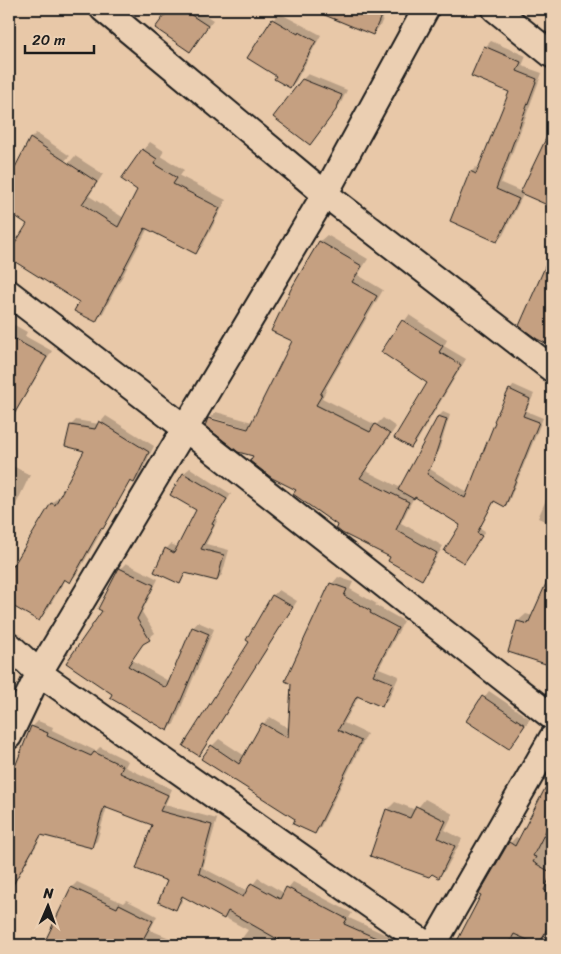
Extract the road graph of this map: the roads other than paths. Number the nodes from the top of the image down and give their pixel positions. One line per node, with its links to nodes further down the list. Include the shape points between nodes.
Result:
1 (103, 9): 5 (street)
2 (426, 9): 5 (street)
3 (495, 9): 4 (street)
4 (552, 55)
5 (326, 194): 7 (street); 8 (street)
6 (9, 293): 8 (street)
7 (552, 369)
8 (186, 429): 10 (street); 11 (street)
9 (9, 645): 10 (street)
10 (39, 673): 12 (street); 14 (street)
11 (552, 717)
12 (9, 736)
13 (552, 738): 15 (street)
14 (427, 945)
15 (433, 945)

▶ _What to produce_: Reproduce the entries above without change, omitting all pictures.

▶ _Your response_:
Extract the road graph of this map: the roads other than paths. Number the nodes from the top of the image down and give their pixel positions. One line per node, with its links to nodes further down the list. Include the shape points between nodes.
Result:
1 (103, 9): 5 (street)
2 (426, 9): 5 (street)
3 (495, 9): 4 (street)
4 (552, 55)
5 (326, 194): 7 (street); 8 (street)
6 (9, 293): 8 (street)
7 (552, 369)
8 (186, 429): 10 (street); 11 (street)
9 (9, 645): 10 (street)
10 (39, 673): 12 (street); 14 (street)
11 (552, 717)
12 (9, 736)
13 (552, 738): 15 (street)
14 (427, 945)
15 (433, 945)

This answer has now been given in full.